O Terno chega ao quarto disco olhando para 'atrás, além'

Banda completa 10 anos de carreira e faz um balanço de seu amadurecimento no novo álbum, em que mescla música pop com orquestra "para explorar uma sonoridade nova de algo que foi interrompido"

por Ana Clara Brant 22/04/2019 09:40

 


Escutar o novo trabalho de O Terno é como ler um livro ou assistir a um filme. , quarto álbum do trio formado por Tim Bernardes (guitarra e vocal), Guilherme d’Almeida (baixo) e Biel Basile (bateria), tem unidade sonora e continuidade, como se fosse uma história com começo, meio e fim. “São 12 canções que podem ser ouvidas individualmente e têm essa pretensão de ser canções pop para conversar com o cidadão comum. Mas, quando elas se juntam, quando você as escuta como um único produto, elas se comunicam ainda mais, fazem mais sentido. Lembra, sim, um livro ou filme. Mas não é nem drama nem de comédia”, afirma Tim.

Alma e mola propulsora do trio, Tim Bernardes não só assina todas as faixas, como canta, toca e é o responsável pelos arranjos, direção e produção musical. Na preparação do álbum, Tim ficou em dúvida se esse deveria ser mais um trabalho solo ou do trio. Em 2017 ele lançou seu primeiro trabalho individual, Recomeçar, apontado pela crítica como um dos melhores álbuns daquele ano.

“Eu estava passando por um processo de transição e, pela primeira vez, compus um disco com uma unidade”, comenta.

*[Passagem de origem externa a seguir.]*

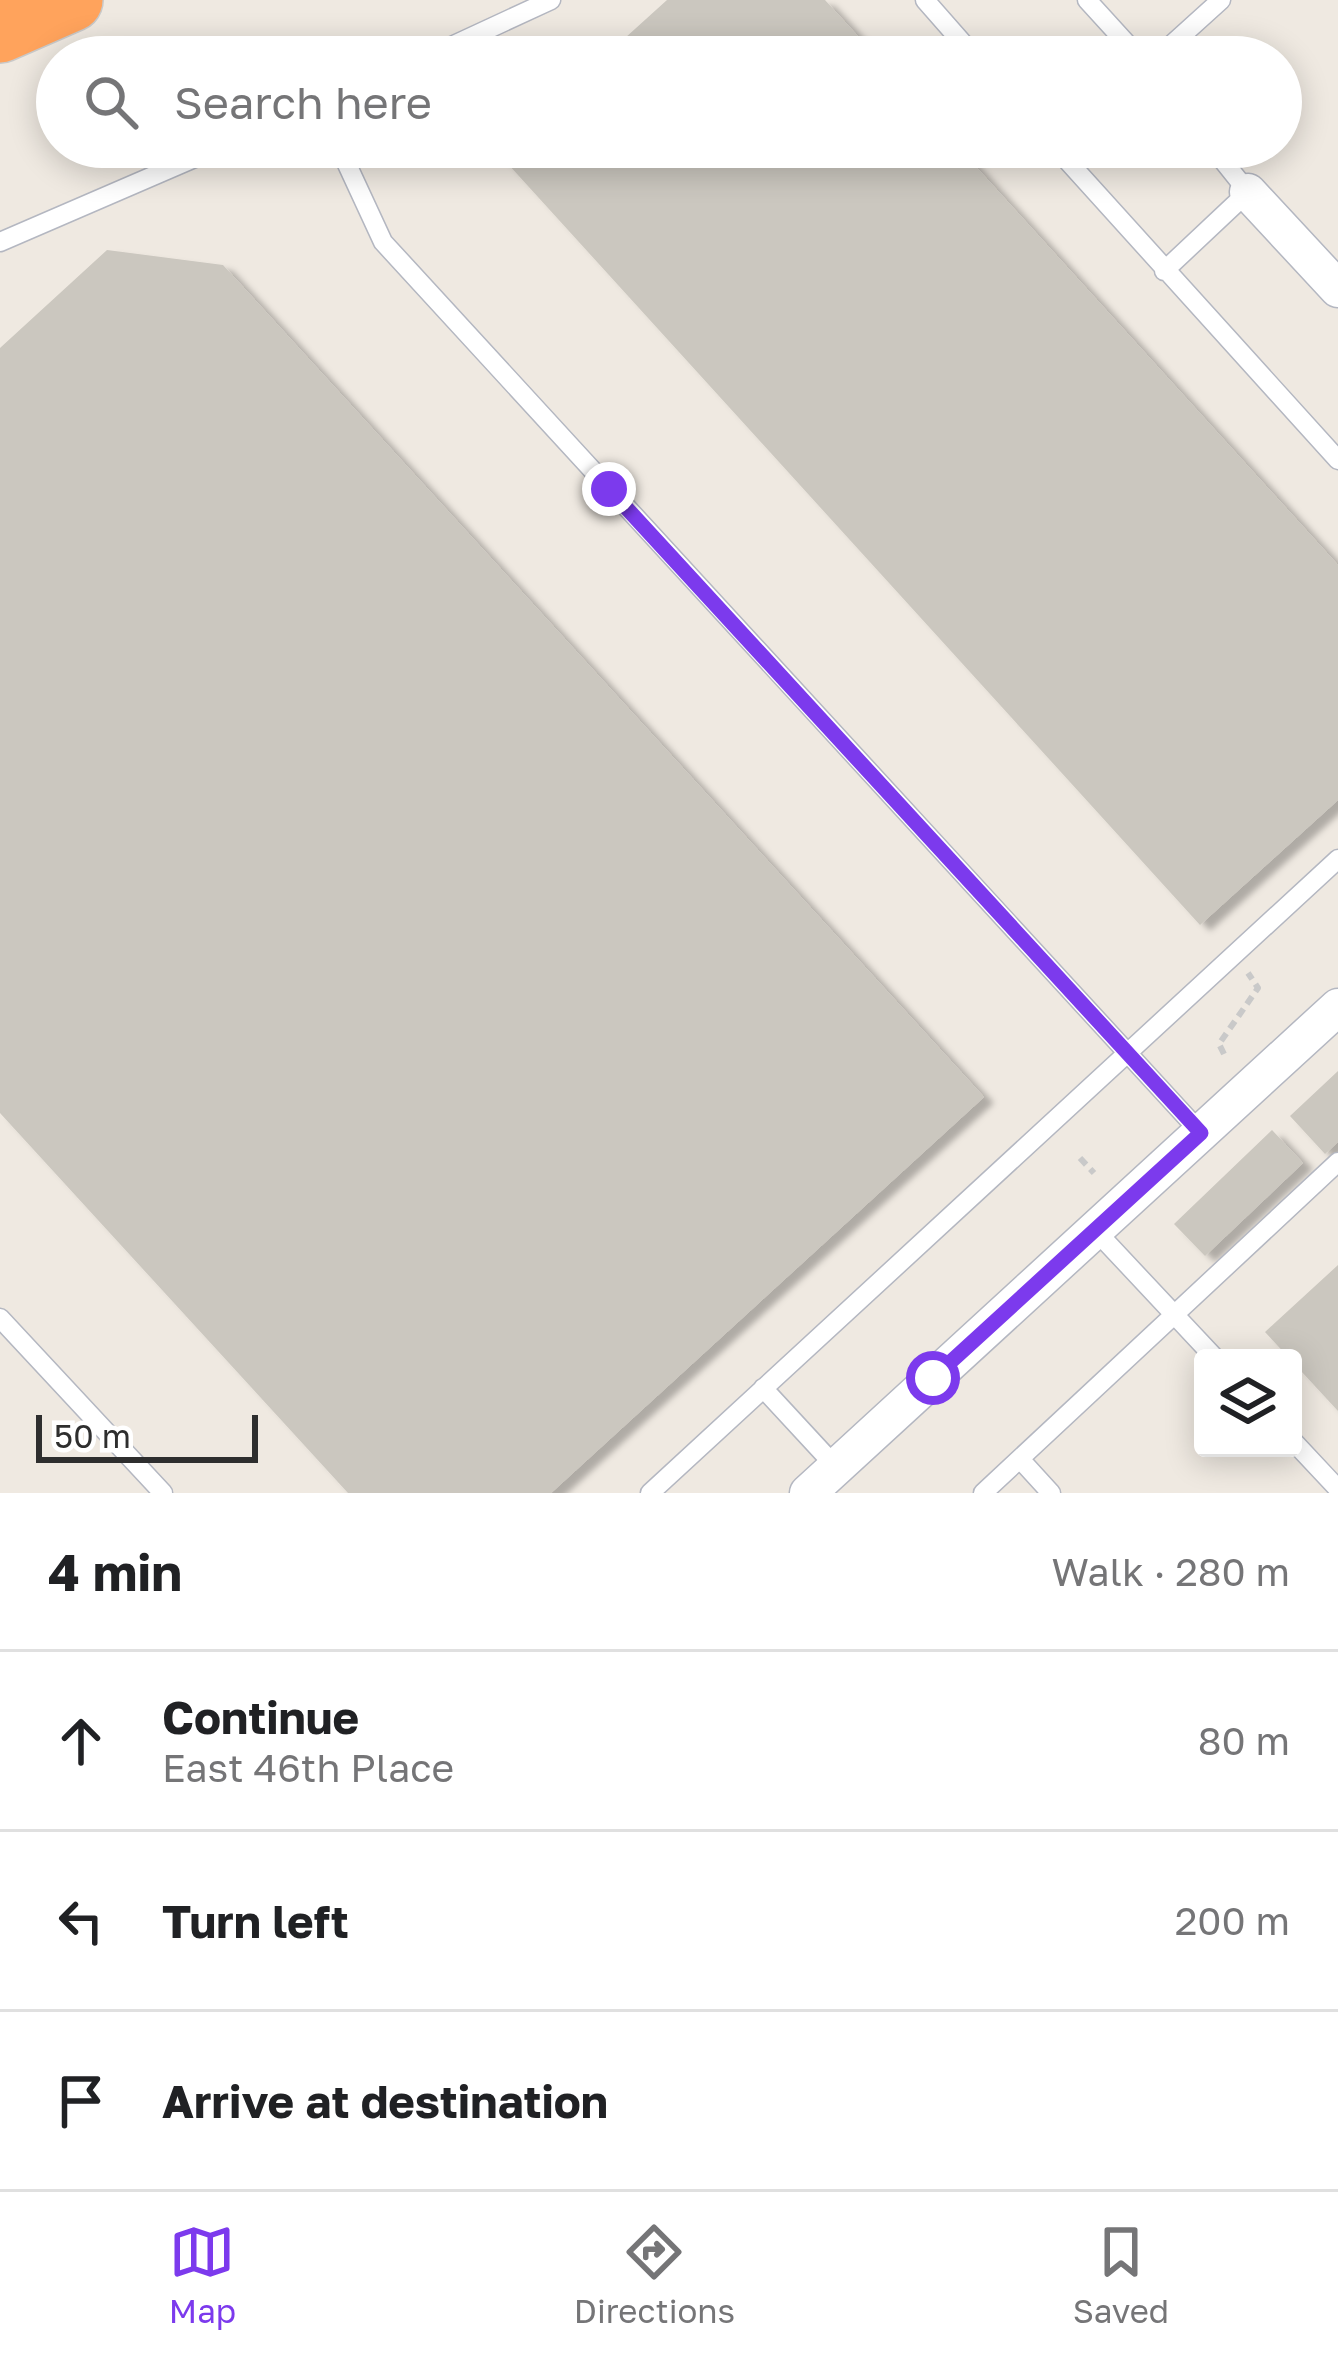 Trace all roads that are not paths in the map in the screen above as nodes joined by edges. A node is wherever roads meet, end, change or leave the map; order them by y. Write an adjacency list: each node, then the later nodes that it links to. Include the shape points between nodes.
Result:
1 (71, 0): 6 (highway)
2 (551, 0): 7 (lane)
3 (925, 0): 8 (lane)
4 (1087, 0): 9 (lane)
5 (1221, 0): 10 (lane)
6 (0, 32)
7 (473, 36)
8 (957, 36)
9 (1120, 36)
10 (1181, 36)
11 (171, 168): 16 (lane)
12 (349, 168): 22 (lane, via 383,242)
13 (1073, 168): 17 (lane)
14 (1229, 168): 15 (lane)
15 (1248, 192): 17 (lane); 18 (street)
16 (0, 242)
17 (1164, 271): 19 (lane)
18 (1337, 286)
19 (1338, 460)
20 (1338, 859): 22 (lane)
21 (1338, 1007): 23 (street)
22 (1127, 1054): 23 (lane); 31 (lane)
23 (1201, 1133): 27 (street)
24 (1338, 1162): 25 (lane)
25 (1321, 1179): 26 (lane); 28 (lane)
26 (1338, 1196)
27 (1095, 1230): 28 (lane); 34 (street)
28 (1176, 1316): 30 (lane); 33 (lane)
29 (0, 1318): 36 (lane)
30 (1207, 1349)
31 (764, 1388): 34 (lane); 37 (lane)
32 (1302, 1451): 35 (lane)
33 (1020, 1459): 39 (lane); 40 (lane)
34 (836, 1467): 38 (street)
35 (1338, 1489)
36 (163, 1493)
37 (650, 1493)
38 (808, 1493)
39 (982, 1493)
40 (1051, 1493) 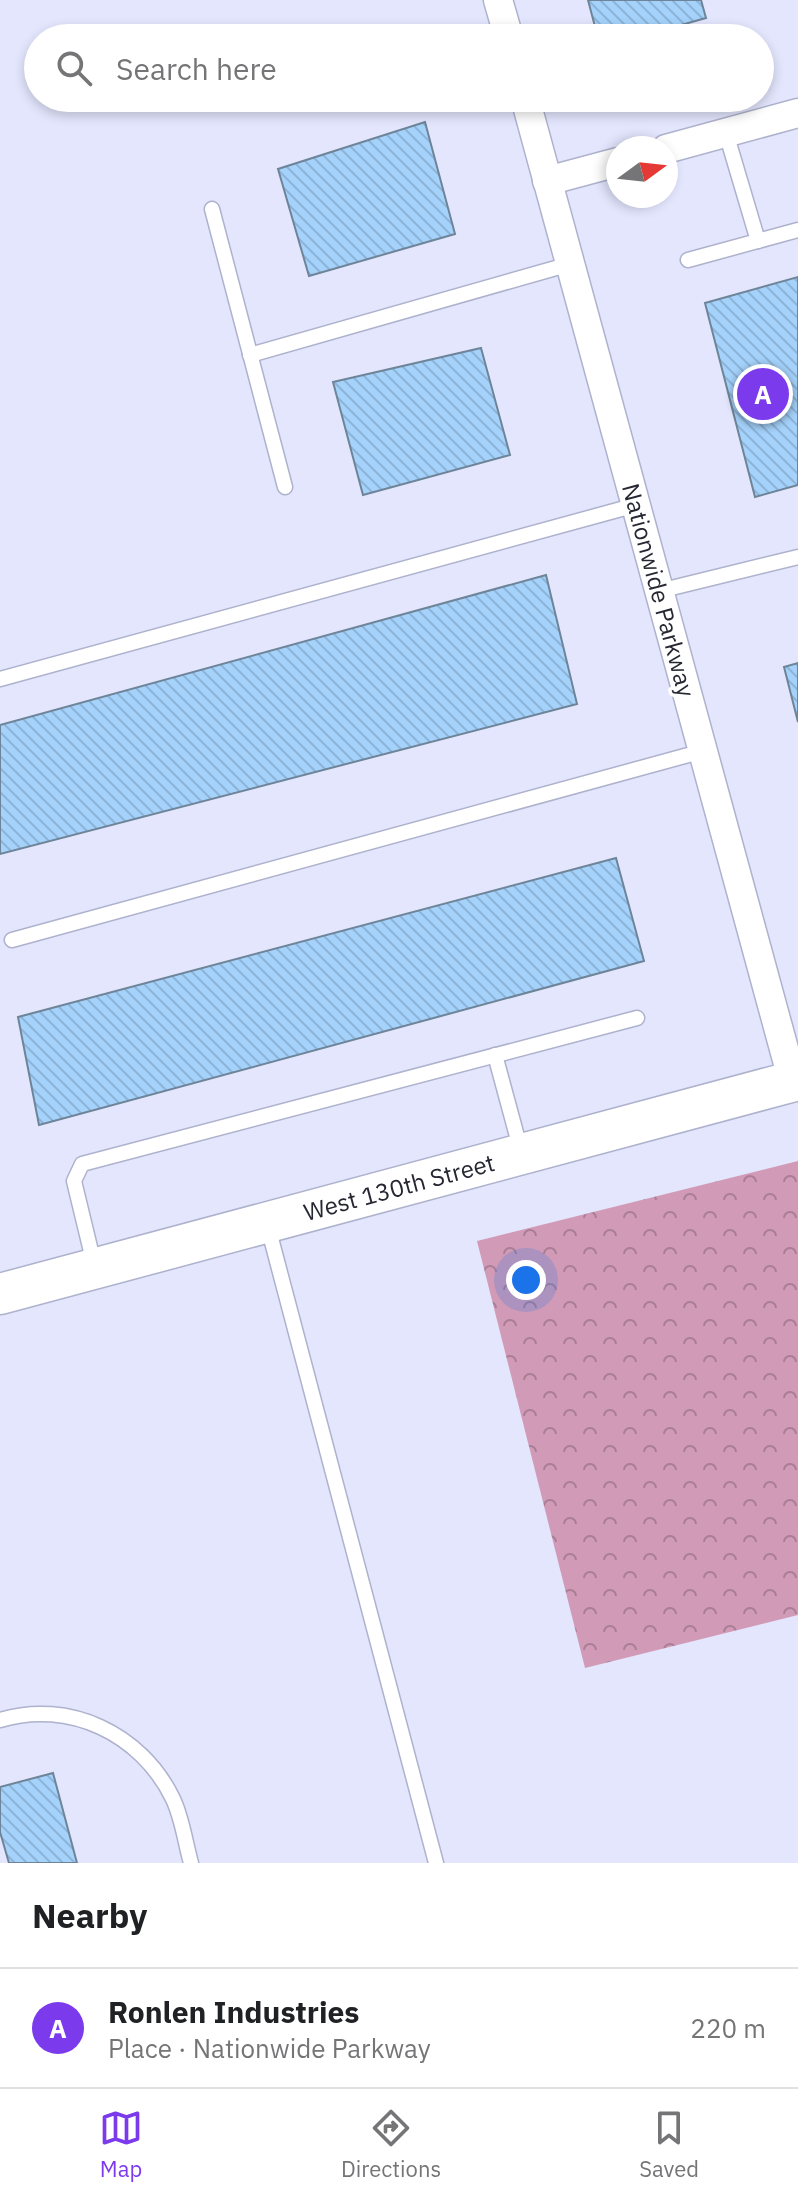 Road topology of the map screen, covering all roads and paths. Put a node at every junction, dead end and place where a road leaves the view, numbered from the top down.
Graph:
1 (498, 0) edge
2 (505, 24) edge
3 (529, 112) edge
4 (798, 113) edge
5 (726, 133) junction
6 (678, 146) edge
7 (606, 165) edge
8 (547, 181) junction
9 (212, 209) dead end
10 (798, 230) edge
11 (758, 241) junction
12 (688, 260) dead end
13 (570, 264) junction
14 (250, 355) junction
15 (285, 487) dead end
16 (636, 505) junction
17 (798, 557) edge
18 (659, 591) junction
19 (0, 679) edge
20 (703, 751) junction
21 (12, 940) dead end
22 (637, 1018) dead end
23 (495, 1055) junction
24 (795, 1081) edge
25 (522, 1154) junction
26 (266, 1222) junction
27 (96, 1268) junction
28 (0, 1294) edge
29 (0, 1720) edge
30 (191, 1863) edge
31 (436, 1863) edge

1 - 2 street
3 - 8 street, Nationwide Parkway
4 - 5 street
5 - 6 street
5 - 11 lane
7 - 8 street
8 - 13 street, Nationwide Parkway
9 - 14 lane
10 - 11 lane
11 - 12 lane
13 - 14 lane
13 - 16 street, Nationwide Parkway
14 - 15 lane
16 - 18 street, Nationwide Parkway
16 - 19 lane
17 - 18 lane
18 - 20 street, Nationwide Parkway
20 - 21 lane
20 - 24 street, Nationwide Parkway
22 - 23 lane
23 - 25 lane
23 - 27 lane
24 - 25 main road, West 130th Street
25 - 26 main road, West 130th Street
26 - 27 main road, West 130th Street
26 - 31 lane
27 - 28 main road, West 130th Street
29 - 30 lane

A opção pelo trabalho coletivo está diretamente relacionada à fase atual d’O Terno. “Tem uma turma que nos acompanha desde o início e foi amadurecendo e crescendo junto com a gente. Querendo ou não, esse novo trabalho, por mais íntimo que seja, reflete um pouco sobre essa geração, sobre o que marca a nossa época”, diz.

Segundo Tim, quando ele, Guilherme e Biel se reuniram, chegaram à conclusão de que, se aquele fosse um trabalho solo, as canções já se sustentariam. Porém, caso se transformasse num disco de banda, era importante medir algumas considerações. “A gente queria amplificá-las, mas sem encher demais a canção, para que elas não se afundassem com muita informação sonora. Ou seja, trazer mais potência com a presença do trio, mas sem pesar a mão. Esse foi um dos desafios”, descreve.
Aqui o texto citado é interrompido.